Religious belief and political faith were closely joined, for the Church was but a department of the State; the King was chief bishop, as he was general of the army, and the sanctity of the Church was transferred to the Crown; to the nobles and peasants, criticism of, or opposition to, the King had in it something of sacrilege; the words "by the Grace of God" added to the royal title were more than an empty phrase.

Society was still organised on the old patriarchal basis: at the bottom was the peasant; above him was the _gnaediger Herr_; above him, _Unser allergnaedigste Herr_, the King, who lived in Berlin; and above him, the _Herr Gott_ in Heaven.

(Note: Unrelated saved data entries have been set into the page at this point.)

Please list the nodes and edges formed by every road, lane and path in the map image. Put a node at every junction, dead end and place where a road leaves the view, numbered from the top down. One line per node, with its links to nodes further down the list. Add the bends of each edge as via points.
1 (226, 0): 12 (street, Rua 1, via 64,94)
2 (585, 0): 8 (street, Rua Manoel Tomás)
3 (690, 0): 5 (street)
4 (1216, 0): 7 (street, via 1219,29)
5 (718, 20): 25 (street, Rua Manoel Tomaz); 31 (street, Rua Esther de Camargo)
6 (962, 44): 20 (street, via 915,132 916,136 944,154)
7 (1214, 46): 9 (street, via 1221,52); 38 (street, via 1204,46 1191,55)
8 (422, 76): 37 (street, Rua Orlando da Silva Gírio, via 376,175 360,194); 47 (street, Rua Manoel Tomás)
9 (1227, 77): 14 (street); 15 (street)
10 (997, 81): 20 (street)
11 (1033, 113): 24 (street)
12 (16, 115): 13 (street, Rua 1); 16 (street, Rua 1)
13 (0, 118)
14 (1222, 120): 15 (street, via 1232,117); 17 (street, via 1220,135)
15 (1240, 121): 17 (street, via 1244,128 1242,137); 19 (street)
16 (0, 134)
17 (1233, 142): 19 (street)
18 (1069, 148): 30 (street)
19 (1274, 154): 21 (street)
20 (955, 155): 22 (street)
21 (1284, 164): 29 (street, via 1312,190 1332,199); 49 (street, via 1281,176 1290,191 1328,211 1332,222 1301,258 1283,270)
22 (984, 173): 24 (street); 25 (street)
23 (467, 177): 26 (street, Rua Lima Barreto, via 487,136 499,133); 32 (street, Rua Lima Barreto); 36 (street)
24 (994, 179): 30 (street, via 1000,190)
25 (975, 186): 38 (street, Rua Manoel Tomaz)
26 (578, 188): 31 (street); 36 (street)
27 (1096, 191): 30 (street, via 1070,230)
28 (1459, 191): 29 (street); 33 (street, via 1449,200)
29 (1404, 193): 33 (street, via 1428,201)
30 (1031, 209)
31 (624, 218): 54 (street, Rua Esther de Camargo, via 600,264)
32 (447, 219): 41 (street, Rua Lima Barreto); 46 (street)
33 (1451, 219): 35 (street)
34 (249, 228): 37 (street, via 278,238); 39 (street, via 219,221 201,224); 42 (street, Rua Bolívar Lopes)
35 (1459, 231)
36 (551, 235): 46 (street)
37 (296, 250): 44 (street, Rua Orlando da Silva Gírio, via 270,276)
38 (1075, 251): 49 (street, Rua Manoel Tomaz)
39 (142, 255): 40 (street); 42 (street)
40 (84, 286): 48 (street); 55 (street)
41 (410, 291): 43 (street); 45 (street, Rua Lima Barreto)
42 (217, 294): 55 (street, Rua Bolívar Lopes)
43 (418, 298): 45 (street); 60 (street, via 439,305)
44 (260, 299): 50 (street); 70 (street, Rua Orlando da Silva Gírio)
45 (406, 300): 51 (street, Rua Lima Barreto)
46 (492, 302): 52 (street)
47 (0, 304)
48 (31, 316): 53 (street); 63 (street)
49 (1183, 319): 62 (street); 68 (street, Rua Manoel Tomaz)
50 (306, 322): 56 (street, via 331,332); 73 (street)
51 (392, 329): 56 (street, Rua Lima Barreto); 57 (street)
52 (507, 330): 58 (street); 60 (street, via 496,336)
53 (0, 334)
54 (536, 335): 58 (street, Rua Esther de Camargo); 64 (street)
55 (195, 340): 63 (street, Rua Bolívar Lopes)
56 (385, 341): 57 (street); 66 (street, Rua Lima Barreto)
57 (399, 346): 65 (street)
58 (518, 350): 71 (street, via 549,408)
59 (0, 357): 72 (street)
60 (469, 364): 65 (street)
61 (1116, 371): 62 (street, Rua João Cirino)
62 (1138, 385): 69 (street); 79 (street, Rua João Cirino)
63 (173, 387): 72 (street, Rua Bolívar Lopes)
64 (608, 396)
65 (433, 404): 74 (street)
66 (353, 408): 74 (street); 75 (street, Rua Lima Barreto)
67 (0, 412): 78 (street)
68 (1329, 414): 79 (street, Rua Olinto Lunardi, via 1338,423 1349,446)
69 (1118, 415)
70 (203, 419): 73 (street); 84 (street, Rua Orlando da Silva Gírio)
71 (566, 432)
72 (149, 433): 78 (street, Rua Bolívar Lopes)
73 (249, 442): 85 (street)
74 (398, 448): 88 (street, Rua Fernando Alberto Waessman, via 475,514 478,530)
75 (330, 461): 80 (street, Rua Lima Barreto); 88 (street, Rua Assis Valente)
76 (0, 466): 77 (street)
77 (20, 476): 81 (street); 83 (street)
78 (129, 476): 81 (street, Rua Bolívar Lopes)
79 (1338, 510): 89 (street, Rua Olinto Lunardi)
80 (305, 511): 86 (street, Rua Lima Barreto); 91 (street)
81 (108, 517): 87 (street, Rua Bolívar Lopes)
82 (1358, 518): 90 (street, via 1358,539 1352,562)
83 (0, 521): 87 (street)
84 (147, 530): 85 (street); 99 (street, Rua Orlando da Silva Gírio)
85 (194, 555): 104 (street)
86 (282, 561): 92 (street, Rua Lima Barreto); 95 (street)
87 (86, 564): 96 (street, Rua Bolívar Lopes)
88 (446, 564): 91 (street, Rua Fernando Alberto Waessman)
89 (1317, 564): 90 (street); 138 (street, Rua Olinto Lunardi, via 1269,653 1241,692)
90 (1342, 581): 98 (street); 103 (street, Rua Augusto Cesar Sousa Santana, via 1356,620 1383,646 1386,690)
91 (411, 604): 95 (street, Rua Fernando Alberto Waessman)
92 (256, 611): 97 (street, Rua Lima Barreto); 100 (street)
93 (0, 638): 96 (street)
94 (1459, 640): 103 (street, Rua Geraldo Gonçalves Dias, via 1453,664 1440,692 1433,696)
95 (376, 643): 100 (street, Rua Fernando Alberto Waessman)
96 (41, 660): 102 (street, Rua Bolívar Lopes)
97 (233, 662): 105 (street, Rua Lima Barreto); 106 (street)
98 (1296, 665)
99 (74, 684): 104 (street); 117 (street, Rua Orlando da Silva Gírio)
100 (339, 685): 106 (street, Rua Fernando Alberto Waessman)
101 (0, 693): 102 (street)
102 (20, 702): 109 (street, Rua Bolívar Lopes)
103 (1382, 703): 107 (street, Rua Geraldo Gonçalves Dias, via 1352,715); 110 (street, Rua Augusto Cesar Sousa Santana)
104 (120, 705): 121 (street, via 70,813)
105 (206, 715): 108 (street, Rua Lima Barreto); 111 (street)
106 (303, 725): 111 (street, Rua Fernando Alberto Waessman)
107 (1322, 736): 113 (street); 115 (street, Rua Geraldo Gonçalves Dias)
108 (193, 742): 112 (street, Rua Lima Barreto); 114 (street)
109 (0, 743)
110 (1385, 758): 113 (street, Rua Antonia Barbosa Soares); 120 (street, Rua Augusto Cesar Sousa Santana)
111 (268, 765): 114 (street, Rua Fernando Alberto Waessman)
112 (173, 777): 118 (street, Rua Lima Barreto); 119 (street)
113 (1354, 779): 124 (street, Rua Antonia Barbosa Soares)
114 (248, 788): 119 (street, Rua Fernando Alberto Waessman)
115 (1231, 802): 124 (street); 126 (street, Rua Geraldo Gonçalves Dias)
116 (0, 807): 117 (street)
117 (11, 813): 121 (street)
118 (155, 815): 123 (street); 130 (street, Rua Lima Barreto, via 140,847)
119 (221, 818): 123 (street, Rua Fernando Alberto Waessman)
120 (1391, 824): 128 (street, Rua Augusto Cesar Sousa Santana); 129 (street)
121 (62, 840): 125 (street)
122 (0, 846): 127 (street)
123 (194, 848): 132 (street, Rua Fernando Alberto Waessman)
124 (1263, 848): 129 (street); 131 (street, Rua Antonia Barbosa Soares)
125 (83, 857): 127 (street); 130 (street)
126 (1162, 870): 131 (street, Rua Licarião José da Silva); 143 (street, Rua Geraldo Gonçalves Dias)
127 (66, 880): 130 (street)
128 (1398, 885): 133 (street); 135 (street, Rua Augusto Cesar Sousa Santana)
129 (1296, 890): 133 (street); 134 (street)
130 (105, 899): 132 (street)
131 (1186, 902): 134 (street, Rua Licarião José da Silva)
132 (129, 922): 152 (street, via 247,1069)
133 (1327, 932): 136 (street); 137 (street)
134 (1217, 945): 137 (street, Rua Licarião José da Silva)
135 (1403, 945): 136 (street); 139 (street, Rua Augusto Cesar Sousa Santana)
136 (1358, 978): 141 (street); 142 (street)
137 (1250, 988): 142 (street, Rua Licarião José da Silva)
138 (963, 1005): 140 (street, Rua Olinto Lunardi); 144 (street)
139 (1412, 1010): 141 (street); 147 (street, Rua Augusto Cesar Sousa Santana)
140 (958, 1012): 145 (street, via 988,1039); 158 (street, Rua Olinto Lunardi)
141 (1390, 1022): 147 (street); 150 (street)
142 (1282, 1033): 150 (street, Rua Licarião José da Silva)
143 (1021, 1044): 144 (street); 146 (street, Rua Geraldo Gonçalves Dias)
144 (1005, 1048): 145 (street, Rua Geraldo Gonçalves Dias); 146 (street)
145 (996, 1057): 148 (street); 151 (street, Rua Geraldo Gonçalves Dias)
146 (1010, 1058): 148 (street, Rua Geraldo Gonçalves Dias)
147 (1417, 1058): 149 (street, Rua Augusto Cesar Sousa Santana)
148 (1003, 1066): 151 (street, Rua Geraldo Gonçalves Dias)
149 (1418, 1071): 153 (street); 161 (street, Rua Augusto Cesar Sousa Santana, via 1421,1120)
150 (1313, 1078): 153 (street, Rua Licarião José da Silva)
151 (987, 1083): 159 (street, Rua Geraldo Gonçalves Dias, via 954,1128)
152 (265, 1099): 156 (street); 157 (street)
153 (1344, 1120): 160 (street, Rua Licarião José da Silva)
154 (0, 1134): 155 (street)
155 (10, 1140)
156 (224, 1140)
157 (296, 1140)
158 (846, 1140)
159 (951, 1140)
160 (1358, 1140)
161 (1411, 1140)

To the inhabitants of South Germany, and the men of the towns, these nobles of Further Pomerania, the _Junker_ as they were called, with their feudal life, their medieval beliefs, their simple monarchism, were the incarnation of political folly; to them liberalism seemed another form of atheism, but in this solitude and fresh air of the great plain was reared a race of men who would always be ready, as their fathers had been, to draw their sword and go out to conquer new provinces for their King to govern..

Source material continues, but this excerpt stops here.